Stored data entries
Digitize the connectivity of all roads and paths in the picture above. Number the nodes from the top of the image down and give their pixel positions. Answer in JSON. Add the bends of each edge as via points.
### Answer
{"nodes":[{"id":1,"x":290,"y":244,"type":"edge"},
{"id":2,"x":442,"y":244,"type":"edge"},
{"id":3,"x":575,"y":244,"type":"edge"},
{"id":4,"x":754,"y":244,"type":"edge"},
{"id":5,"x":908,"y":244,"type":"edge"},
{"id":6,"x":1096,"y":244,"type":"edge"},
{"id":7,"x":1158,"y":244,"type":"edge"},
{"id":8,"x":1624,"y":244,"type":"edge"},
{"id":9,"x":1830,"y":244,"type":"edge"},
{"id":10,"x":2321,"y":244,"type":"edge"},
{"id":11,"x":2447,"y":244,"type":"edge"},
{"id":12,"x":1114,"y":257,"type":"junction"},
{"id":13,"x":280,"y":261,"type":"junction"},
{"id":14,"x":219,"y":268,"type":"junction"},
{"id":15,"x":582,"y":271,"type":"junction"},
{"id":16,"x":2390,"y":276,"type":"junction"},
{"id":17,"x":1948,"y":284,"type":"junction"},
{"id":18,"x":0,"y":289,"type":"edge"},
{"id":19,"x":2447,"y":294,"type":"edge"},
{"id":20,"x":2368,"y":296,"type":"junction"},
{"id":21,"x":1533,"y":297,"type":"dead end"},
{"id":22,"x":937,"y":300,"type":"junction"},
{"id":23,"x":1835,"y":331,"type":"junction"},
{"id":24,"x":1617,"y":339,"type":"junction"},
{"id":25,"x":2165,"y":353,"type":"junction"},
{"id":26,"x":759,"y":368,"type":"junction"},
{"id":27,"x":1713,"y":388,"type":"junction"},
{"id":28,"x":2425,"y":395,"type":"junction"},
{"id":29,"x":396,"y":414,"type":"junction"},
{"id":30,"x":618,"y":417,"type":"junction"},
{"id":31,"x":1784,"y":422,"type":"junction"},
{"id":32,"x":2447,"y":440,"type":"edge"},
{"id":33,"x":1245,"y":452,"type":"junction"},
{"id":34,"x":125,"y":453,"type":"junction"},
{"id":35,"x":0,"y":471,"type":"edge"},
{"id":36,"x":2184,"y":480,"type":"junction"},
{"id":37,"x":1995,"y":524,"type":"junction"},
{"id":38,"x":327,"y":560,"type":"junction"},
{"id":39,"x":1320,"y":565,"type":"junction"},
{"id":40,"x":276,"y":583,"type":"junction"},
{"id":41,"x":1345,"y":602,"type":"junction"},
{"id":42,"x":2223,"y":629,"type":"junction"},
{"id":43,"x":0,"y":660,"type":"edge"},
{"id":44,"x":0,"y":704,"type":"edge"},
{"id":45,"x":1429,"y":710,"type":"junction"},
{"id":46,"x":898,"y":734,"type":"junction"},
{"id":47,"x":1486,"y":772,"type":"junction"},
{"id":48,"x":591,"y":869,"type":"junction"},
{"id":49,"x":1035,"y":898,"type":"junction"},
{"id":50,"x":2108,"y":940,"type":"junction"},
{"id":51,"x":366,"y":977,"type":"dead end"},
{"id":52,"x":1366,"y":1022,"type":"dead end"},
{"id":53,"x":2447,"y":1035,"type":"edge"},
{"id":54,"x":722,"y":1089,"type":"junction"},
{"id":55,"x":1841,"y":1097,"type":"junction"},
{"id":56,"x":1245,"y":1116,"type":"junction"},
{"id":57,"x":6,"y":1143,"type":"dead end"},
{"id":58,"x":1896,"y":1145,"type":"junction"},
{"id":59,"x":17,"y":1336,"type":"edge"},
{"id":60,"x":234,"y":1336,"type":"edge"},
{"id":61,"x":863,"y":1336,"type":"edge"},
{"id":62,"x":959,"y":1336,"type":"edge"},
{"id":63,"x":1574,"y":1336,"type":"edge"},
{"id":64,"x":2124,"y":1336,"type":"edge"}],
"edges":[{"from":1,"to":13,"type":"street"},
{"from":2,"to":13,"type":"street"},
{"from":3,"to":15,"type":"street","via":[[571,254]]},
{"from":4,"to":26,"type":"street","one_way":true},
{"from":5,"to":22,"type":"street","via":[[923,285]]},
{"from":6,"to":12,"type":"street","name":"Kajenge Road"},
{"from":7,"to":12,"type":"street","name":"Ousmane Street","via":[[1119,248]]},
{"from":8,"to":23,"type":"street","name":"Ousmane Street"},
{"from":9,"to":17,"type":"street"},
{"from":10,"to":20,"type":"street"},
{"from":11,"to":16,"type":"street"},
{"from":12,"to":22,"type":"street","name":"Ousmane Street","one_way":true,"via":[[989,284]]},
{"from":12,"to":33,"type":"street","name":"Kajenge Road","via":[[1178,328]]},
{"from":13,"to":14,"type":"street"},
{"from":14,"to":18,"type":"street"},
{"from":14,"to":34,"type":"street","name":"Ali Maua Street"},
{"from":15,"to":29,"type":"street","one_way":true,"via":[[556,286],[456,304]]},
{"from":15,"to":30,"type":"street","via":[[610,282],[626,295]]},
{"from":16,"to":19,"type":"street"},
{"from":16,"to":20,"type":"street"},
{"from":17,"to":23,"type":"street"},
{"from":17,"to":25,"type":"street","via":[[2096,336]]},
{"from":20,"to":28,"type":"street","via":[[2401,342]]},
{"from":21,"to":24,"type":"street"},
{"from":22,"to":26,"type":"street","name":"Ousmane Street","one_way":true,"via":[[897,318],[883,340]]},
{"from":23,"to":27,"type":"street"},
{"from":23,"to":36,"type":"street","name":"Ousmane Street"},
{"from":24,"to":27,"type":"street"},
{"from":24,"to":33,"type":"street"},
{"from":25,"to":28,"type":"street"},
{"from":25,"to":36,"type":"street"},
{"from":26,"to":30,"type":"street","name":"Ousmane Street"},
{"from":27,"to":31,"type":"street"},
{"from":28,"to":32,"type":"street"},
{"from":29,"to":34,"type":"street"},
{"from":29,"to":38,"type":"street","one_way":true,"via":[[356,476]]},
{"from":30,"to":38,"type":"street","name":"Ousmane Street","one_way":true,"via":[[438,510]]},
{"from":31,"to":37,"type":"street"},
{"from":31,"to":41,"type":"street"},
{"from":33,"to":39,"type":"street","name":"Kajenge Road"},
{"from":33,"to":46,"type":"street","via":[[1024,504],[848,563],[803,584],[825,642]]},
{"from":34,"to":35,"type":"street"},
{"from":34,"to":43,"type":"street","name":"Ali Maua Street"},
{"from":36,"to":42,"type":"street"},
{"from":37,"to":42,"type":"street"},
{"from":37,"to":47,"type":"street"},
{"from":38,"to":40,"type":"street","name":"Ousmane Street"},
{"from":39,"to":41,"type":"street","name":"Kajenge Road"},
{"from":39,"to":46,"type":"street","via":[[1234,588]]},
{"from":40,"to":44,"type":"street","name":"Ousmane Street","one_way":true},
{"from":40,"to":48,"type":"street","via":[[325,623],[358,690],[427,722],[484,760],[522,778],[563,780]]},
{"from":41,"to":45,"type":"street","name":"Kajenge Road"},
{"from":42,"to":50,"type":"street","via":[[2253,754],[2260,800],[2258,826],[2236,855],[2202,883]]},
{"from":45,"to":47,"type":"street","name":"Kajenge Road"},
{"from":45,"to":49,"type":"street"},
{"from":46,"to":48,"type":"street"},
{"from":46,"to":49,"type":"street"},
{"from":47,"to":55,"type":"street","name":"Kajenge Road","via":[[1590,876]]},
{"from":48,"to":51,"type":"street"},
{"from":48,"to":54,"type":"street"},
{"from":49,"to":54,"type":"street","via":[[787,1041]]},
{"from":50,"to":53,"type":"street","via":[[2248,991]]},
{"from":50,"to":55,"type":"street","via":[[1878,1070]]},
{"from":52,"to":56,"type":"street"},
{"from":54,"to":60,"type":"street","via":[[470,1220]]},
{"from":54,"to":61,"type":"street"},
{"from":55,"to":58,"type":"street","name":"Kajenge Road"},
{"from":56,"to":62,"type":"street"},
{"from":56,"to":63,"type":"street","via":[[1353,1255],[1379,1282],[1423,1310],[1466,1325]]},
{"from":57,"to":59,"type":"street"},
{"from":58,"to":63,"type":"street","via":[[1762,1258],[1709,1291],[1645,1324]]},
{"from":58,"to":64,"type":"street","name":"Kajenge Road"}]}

[Aim of the exercise]
Count the lines in the preceding entries that contain the string "Kajenge", and state only the resulting number.

[Solution to the exercise]
9